E dopo, prima di ricompilare il kernel, dai anche un "make clean" per fare un poco di pulizia.

----------

## Bionicle

ho ricontrollato il kernel e con make clean l'ho ripulito per bene.

se controllo il file .config con

tutto é uguale come quello sulla guida.

 *Quote:*   

> (Assuming the linux symlink points to the correct kernel)
> 
> # cd /usr/src/linux
> 
> # grep SOUND .config
> ...

 

poi emergo alsa-driver e dopo faccio alsaconf ma alla fine della configurazione mi ritorna ancora degli errori.

 *Quote:*   

> (Assuming the linux symlink points to the correct kernel)
> 
> # cd /usr/src/linux
> 
> # grep SOUND .config
> ...

 

e poi se provo a far ripartire alsasound mi ritorna

 *Quote:*   

> /etc/init.d/alsasound restart
> 
>  * WARNING:  you are stopping a boot service.
> 
>  * Storing ALSA Mixer Levels ...
> ...

 

Perché cerca di inserire i  snd_seq_device, snd_timer, ecc che non ho selezionato nel kernel?

Quando dice  *Quote:*   

> /usr/sbin/alsactl: save_state:1163: No soundcards found...                [ !! ]
> 
> 

  cosa intende?

----------

## rust5

 *Bionicle wrote:*   

> mi posteresti la tua configurazione del kernel P.F.?

 

kernel 2.6.13:

```

Device Drivers  ---> 

    <*> Sound card support  

    Sound --->

        Advanced Linux Sound Architecture  --->

            <*> Advanced Linux Sound Architecture

            <*>   Sequencer support

            < >     Sequencer dummy client

            <*>   OSS Mixer API

            <*>   OSS PCM (digital audio) API

            [*]   OSS Sequencer API

            PCI devices  ---> 

                <*> Intel/SiS/nVidia/AMD/ALi AC97 Controller 

```

----------

## Bionicle

ho provato con la tua configurazione, ho tolto alsasound al boot e adesso non da più errori però l'audio non va ancora.

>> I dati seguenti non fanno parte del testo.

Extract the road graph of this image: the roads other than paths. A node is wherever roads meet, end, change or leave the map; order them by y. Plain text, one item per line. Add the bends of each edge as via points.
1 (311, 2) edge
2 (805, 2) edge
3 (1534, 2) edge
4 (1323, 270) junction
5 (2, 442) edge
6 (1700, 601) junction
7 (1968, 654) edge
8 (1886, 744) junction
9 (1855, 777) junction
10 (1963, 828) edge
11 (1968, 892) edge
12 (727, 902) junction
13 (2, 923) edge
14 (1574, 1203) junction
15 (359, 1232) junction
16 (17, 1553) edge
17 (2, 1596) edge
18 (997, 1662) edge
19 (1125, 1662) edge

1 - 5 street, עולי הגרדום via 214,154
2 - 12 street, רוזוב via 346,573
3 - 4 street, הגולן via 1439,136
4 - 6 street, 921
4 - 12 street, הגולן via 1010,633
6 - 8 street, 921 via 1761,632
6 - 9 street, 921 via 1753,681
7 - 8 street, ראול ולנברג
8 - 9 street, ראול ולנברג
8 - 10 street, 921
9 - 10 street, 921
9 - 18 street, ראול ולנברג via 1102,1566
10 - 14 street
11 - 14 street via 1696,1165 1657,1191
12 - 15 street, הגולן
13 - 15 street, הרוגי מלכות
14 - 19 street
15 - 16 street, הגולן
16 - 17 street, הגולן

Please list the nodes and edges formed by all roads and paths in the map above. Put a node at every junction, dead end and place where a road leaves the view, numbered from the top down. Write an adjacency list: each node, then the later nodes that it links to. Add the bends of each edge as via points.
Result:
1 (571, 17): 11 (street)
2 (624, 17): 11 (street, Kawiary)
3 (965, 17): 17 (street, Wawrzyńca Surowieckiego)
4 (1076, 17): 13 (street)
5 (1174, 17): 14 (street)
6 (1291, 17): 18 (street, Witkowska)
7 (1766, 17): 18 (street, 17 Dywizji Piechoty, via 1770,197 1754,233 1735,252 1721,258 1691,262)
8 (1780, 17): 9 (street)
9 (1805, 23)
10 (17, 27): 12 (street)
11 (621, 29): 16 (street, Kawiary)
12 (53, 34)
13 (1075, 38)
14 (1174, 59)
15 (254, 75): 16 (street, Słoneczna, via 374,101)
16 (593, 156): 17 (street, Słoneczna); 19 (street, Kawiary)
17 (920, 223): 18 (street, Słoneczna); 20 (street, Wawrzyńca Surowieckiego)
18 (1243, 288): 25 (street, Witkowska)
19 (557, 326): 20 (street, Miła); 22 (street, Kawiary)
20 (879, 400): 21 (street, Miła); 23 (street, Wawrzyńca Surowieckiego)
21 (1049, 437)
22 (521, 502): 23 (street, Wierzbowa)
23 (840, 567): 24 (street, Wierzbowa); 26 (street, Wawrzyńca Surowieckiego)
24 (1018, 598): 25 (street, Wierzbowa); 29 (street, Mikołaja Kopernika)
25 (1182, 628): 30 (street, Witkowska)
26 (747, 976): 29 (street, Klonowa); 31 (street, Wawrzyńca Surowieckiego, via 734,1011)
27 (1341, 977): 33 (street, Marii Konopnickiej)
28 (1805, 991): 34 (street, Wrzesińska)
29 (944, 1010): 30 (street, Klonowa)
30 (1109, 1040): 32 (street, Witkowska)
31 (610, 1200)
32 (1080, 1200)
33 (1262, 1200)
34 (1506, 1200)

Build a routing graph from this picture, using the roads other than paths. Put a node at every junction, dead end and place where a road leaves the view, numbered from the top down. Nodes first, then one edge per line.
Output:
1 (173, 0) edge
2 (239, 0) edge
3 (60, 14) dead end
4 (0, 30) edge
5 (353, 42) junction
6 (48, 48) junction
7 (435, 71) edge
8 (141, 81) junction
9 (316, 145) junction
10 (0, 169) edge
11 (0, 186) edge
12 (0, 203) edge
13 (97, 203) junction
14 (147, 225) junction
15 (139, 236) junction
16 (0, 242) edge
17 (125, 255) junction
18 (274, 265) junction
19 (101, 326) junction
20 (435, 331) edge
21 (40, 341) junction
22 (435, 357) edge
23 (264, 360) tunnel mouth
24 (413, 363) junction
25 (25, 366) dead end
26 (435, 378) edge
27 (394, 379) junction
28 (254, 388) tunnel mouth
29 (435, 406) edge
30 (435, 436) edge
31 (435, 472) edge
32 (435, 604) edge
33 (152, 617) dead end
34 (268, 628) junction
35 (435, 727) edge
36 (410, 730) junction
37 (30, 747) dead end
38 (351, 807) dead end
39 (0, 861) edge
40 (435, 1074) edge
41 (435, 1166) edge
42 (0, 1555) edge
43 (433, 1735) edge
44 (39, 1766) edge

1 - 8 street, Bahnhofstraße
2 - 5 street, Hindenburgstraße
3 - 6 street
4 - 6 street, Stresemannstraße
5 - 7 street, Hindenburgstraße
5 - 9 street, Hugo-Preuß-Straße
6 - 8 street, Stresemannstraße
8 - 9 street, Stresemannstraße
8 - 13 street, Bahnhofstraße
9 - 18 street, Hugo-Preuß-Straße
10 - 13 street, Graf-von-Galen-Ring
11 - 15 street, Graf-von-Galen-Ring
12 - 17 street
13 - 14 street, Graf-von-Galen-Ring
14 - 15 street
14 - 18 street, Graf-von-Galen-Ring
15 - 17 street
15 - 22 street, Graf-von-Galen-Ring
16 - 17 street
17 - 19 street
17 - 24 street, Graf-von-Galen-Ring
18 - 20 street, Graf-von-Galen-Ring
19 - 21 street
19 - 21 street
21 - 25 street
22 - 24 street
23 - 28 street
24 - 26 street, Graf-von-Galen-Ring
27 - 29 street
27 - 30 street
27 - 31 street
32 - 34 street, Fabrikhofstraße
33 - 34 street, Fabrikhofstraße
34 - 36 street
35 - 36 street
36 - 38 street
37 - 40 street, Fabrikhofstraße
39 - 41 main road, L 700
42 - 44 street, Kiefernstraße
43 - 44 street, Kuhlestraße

Devo fare qualche cosa di speciale per farlo funzionare?

@rust5

domanda: ma come fai ad abilitare alsa nel kernel e poi fare un emerge alsa-driver?? in teoria non poi abilitarli tutte e due devi usare quello nel kernel o quello esterno

----------

## rust5

 *rust5 wrote:*   

> io ho il tuo stesso chip, ho configurato bene il kernel e ho emerso
> 
> alsa-utils, alsa-headers, alsa-oss e alsa-lib
> 
> tutto funziona

 

io non ho mai detto di aver fatto un "emerge alsa-drivers" !!!

prova ad aumentare il volume, inizialmente il device è muto

----------

## Lucacri

Ciao, ho risolto proprio due ore fa anche io il tuo stesso problema! 

Io son passato da un kernel 2.6.11 a un .13 e non mi funzionava l'audio, dandomi i tuoi stessi errori!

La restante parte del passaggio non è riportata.